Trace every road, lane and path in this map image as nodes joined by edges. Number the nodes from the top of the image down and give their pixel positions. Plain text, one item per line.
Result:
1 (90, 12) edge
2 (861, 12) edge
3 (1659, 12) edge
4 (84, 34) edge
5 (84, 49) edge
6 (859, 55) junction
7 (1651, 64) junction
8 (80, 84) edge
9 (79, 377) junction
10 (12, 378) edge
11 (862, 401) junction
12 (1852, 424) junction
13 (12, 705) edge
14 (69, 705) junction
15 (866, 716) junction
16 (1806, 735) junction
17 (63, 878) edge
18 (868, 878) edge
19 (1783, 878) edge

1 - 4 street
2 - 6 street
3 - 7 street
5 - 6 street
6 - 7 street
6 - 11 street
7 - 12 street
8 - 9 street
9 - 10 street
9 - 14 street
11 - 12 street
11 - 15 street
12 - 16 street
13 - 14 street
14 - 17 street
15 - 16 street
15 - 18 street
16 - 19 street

- [Task requirements]
Retype the records in their entirety, matching each one exactly.

- [Output of the exercise]
Trace every road, lane and path in this map image as nodes joined by edges. Number the nodes from the top of the image down and give their pixel positions. Plain text, one item per line.
Result:
1 (90, 12) edge
2 (861, 12) edge
3 (1659, 12) edge
4 (84, 34) edge
5 (84, 49) edge
6 (859, 55) junction
7 (1651, 64) junction
8 (80, 84) edge
9 (79, 377) junction
10 (12, 378) edge
11 (862, 401) junction
12 (1852, 424) junction
13 (12, 705) edge
14 (69, 705) junction
15 (866, 716) junction
16 (1806, 735) junction
17 (63, 878) edge
18 (868, 878) edge
19 (1783, 878) edge

1 - 4 street
2 - 6 street
3 - 7 street
5 - 6 street
6 - 7 street
6 - 11 street
7 - 12 street
8 - 9 street
9 - 10 street
9 - 14 street
11 - 12 street
11 - 15 street
12 - 16 street
13 - 14 street
14 - 17 street
15 - 16 street
15 - 18 street
16 - 19 street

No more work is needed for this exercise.